I am using species native to the Pacific Northwest such as:

  • Vaccinium parvifolium (red huckleberry)
  • Mahonia aquifolium (tall Oregon grape)
  • Amelanchier alnifolia (saskatoon berry)
  • Gaultheria shallon (salal)
  • Malus fusca (Pacific crabapple)
  • Sambucus spp. (elderberry)
  • Solidago canadensis (goldenrod)
  • Chamaenerion angustifolium (fireweed)

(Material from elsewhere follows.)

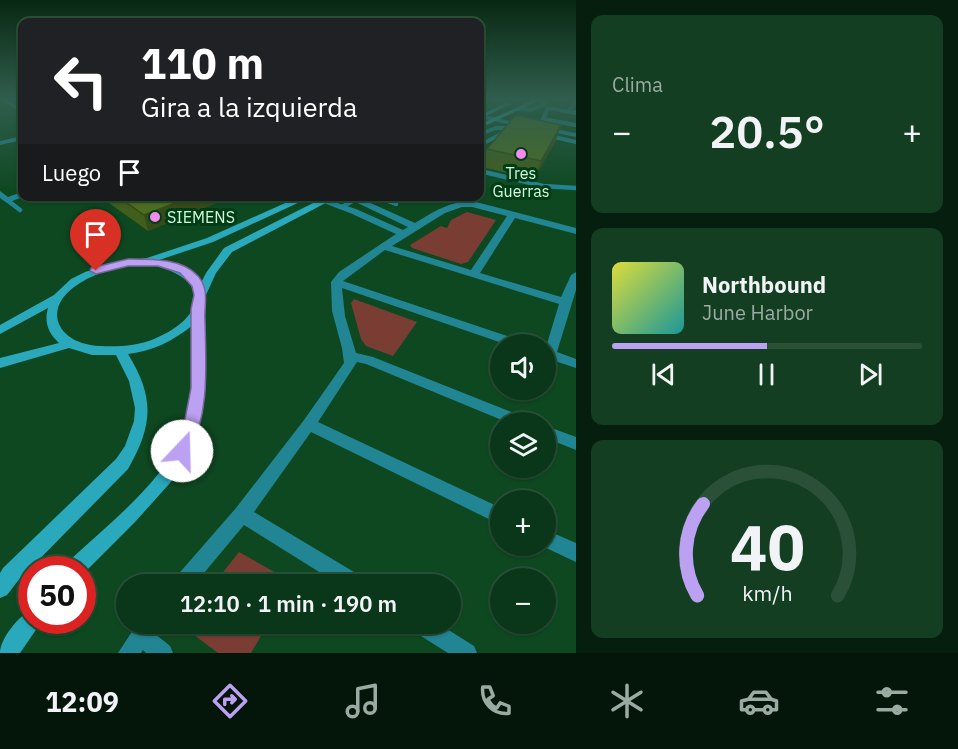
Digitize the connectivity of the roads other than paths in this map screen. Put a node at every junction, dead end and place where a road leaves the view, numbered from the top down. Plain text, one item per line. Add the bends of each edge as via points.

This is not an exhaustive list, but is representative of the species that have been successful so far.

How can I directly sow these seeds over large areas? For the berry/fruit bearing species, will scattering the ripe fruit directly on the ground work, or does the flesh need to be removed to mimic digestion by a bird?

The slope is not bare soil, but a mix of cut brambles, woodchips, and fallen leaves from nearby big leaf maples. If soil is necessary for germination, will making balls of dirt and seeds (seed bombs) help?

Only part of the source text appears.